_REQUIRED WORK:_
With the images removed, return every line below exactly as it reads.

_RECORDS SUPPLIED:_
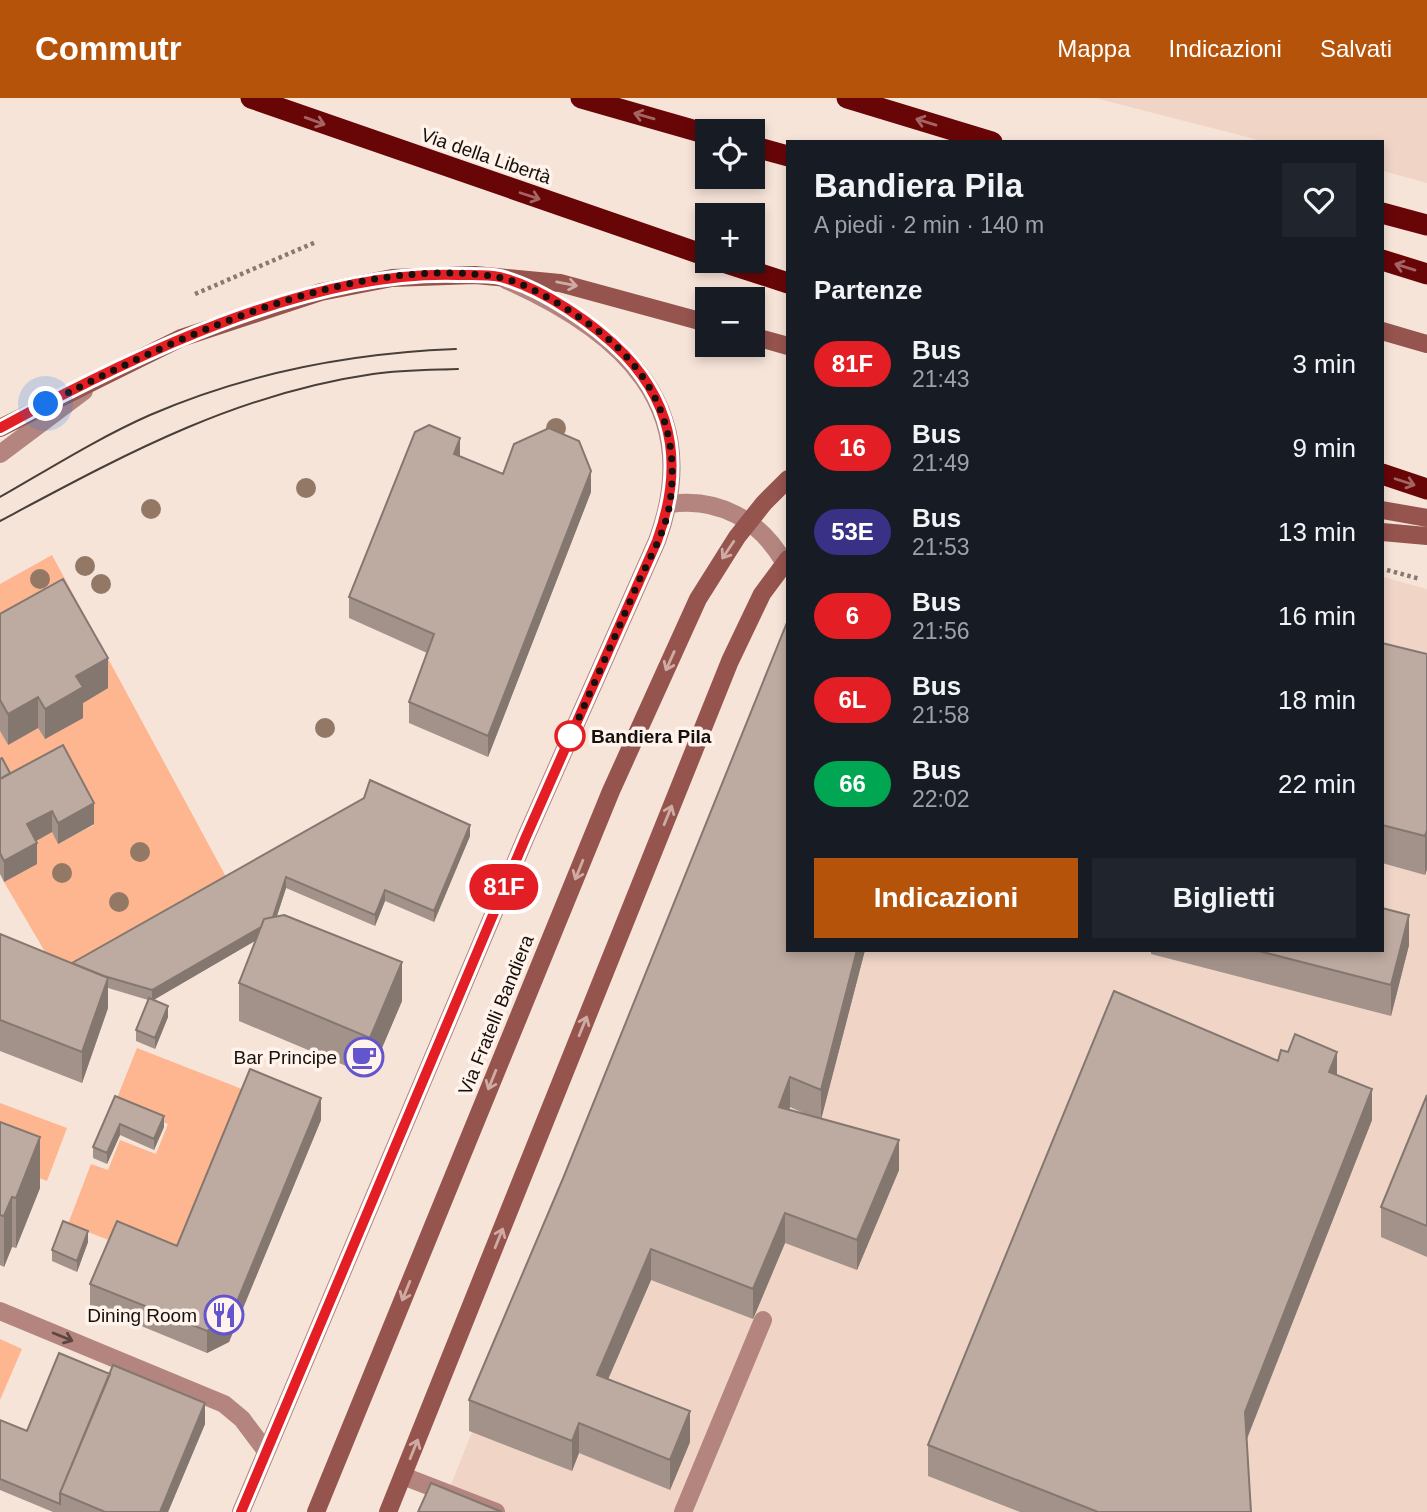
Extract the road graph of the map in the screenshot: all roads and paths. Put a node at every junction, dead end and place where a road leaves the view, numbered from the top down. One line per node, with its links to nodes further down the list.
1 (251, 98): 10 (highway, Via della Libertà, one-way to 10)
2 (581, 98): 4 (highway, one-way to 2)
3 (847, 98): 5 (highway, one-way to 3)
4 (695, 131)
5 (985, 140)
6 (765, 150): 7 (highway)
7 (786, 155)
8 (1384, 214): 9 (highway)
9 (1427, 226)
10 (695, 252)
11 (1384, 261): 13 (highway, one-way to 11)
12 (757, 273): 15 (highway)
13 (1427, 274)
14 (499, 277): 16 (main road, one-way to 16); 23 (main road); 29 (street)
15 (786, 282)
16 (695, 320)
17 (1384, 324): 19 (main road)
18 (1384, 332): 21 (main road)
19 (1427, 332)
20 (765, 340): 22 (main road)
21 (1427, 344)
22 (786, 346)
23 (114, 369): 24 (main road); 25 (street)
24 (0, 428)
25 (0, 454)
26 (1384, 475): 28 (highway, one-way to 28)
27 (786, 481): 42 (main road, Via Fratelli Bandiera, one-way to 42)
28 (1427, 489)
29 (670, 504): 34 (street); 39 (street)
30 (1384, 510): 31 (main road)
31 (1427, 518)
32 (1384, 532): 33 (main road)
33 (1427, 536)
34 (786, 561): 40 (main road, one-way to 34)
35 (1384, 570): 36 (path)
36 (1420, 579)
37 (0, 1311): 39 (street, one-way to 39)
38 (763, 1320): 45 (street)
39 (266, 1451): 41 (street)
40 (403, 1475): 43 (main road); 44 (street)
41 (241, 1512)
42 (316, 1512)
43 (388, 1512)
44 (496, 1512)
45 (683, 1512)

_ANSWER TO THE PROBLEM:_
Extract the road graph of the map in the screenshot: all roads and paths. Put a node at every junction, dead end and place where a road leaves the view, numbered from the top down. One line per node, with its links to nodes further down the list.
1 (251, 98): 10 (highway, Via della Libertà, one-way to 10)
2 (581, 98): 4 (highway, one-way to 2)
3 (847, 98): 5 (highway, one-way to 3)
4 (695, 131)
5 (985, 140)
6 (765, 150): 7 (highway)
7 (786, 155)
8 (1384, 214): 9 (highway)
9 (1427, 226)
10 (695, 252)
11 (1384, 261): 13 (highway, one-way to 11)
12 (757, 273): 15 (highway)
13 (1427, 274)
14 (499, 277): 16 (main road, one-way to 16); 23 (main road); 29 (street)
15 (786, 282)
16 (695, 320)
17 (1384, 324): 19 (main road)
18 (1384, 332): 21 (main road)
19 (1427, 332)
20 (765, 340): 22 (main road)
21 (1427, 344)
22 (786, 346)
23 (114, 369): 24 (main road); 25 (street)
24 (0, 428)
25 (0, 454)
26 (1384, 475): 28 (highway, one-way to 28)
27 (786, 481): 42 (main road, Via Fratelli Bandiera, one-way to 42)
28 (1427, 489)
29 (670, 504): 34 (street); 39 (street)
30 (1384, 510): 31 (main road)
31 (1427, 518)
32 (1384, 532): 33 (main road)
33 (1427, 536)
34 (786, 561): 40 (main road, one-way to 34)
35 (1384, 570): 36 (path)
36 (1420, 579)
37 (0, 1311): 39 (street, one-way to 39)
38 (763, 1320): 45 (street)
39 (266, 1451): 41 (street)
40 (403, 1475): 43 (main road); 44 (street)
41 (241, 1512)
42 (316, 1512)
43 (388, 1512)
44 (496, 1512)
45 (683, 1512)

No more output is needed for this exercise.